_WORK TASK_
When the string "вулиця" is part of a line in the data below, report the whole line.

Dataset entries
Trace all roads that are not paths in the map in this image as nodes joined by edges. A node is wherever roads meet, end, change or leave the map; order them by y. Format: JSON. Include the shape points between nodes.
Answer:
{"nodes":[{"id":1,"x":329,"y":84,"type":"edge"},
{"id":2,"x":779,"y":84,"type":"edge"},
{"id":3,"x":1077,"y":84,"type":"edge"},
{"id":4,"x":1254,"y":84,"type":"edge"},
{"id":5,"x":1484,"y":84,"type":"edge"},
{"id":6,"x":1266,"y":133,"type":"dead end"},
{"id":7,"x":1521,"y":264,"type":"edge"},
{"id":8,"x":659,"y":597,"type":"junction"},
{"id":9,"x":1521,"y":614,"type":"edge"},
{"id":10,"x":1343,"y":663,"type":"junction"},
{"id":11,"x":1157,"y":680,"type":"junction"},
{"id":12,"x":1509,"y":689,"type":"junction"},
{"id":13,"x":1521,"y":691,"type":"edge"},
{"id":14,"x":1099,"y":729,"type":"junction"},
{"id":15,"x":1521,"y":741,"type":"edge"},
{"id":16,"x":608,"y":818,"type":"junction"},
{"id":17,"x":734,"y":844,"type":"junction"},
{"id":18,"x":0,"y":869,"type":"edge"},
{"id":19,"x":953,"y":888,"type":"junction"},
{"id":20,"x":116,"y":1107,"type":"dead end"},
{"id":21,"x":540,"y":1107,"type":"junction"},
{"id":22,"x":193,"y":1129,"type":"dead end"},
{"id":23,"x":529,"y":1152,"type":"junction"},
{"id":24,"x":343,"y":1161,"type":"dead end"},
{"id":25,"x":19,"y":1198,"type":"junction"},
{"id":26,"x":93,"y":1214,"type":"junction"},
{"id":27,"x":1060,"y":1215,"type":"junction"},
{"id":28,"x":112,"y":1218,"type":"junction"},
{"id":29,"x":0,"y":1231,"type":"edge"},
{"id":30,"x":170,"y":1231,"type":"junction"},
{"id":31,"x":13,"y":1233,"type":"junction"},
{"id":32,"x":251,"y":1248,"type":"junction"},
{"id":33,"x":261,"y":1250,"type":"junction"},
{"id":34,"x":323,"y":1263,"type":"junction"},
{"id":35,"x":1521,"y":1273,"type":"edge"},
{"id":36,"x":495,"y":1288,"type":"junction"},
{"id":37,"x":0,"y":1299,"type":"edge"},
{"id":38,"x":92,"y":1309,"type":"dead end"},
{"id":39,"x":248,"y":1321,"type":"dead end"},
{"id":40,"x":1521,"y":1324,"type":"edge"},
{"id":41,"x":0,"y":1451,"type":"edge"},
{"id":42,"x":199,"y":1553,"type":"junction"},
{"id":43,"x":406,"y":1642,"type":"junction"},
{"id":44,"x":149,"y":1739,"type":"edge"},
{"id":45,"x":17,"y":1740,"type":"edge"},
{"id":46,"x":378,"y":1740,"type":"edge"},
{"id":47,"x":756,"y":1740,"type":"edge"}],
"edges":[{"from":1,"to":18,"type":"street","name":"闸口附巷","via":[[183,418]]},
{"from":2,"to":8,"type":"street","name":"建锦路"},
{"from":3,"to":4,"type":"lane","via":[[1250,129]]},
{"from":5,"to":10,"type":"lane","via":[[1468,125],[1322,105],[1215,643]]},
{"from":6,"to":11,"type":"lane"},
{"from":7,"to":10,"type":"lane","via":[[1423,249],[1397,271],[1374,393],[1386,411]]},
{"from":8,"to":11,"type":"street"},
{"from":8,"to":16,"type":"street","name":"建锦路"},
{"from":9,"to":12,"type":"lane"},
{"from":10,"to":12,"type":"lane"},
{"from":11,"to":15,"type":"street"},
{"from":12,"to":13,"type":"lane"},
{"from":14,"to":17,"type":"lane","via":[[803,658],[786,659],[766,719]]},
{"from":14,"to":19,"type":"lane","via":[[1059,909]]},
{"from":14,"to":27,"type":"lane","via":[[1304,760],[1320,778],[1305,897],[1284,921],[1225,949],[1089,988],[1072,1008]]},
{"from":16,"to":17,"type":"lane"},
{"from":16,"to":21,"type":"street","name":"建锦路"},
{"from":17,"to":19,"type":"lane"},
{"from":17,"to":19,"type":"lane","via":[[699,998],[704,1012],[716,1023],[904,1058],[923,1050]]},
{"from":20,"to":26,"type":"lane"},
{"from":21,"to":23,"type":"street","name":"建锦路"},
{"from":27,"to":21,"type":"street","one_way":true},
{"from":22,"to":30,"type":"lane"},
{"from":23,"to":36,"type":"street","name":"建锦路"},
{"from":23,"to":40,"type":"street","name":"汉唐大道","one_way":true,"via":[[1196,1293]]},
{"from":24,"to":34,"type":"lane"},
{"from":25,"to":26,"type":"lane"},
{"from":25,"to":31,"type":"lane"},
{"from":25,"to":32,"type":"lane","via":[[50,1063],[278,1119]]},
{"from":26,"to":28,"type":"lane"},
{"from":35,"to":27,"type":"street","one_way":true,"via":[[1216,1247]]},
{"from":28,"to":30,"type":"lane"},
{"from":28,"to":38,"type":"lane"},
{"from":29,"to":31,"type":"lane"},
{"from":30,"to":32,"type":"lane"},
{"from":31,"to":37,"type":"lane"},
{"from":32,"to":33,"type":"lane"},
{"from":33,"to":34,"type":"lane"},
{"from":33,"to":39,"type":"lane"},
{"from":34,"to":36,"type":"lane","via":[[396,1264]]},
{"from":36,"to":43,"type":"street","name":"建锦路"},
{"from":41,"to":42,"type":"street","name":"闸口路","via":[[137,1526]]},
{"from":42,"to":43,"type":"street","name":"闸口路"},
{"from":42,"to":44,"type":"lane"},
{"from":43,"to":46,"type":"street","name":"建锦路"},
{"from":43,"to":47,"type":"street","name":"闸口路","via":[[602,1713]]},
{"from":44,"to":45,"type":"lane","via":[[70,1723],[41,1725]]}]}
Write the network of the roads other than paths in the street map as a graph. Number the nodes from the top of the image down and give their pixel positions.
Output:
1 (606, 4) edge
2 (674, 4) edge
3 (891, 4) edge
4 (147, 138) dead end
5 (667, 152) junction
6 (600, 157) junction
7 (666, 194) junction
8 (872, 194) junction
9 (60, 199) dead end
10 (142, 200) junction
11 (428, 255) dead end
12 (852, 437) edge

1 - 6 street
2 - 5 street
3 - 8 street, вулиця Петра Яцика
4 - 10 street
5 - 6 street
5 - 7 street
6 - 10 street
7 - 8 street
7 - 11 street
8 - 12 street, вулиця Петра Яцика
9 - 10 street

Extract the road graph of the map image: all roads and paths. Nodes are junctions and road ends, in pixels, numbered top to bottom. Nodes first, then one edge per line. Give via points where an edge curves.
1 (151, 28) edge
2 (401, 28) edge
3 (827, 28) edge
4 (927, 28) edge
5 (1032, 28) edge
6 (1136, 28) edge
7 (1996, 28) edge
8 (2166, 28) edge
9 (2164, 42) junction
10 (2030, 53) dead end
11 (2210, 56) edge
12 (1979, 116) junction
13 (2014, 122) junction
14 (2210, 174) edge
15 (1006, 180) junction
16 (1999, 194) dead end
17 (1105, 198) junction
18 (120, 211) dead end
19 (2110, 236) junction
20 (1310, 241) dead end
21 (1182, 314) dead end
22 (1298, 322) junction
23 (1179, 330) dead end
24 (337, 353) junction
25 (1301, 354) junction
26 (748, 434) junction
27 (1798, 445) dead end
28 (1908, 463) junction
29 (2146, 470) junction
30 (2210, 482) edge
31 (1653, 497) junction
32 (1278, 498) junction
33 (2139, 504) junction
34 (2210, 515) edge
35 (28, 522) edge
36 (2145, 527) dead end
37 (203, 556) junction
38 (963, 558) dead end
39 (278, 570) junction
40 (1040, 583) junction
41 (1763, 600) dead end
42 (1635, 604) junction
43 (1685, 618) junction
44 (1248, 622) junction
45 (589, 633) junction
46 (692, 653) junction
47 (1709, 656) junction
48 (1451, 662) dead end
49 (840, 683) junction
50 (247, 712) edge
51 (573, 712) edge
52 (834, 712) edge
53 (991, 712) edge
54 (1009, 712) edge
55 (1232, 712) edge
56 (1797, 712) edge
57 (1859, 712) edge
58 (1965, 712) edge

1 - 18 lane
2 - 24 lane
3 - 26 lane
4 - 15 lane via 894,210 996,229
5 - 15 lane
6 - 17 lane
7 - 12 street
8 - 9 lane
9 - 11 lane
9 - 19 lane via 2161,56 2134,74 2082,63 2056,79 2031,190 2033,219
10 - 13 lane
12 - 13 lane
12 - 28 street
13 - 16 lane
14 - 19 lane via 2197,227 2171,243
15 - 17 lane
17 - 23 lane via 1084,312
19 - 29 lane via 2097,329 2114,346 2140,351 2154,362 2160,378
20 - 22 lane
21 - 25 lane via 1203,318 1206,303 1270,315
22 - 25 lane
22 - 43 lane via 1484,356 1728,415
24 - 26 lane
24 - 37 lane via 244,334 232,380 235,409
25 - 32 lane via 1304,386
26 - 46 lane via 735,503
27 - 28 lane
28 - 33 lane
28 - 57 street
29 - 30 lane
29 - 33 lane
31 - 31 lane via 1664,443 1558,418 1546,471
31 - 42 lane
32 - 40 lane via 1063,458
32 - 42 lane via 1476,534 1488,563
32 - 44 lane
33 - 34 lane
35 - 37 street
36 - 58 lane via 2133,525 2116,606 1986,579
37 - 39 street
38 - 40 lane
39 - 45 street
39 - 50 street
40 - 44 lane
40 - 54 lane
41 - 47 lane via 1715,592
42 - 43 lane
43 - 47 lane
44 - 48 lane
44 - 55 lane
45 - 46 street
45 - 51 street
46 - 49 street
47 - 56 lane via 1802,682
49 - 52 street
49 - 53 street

_WORKED SOLUTION_
3 - 8 street, вулиця Петра Яцика
8 - 12 street, вулиця Петра Яцика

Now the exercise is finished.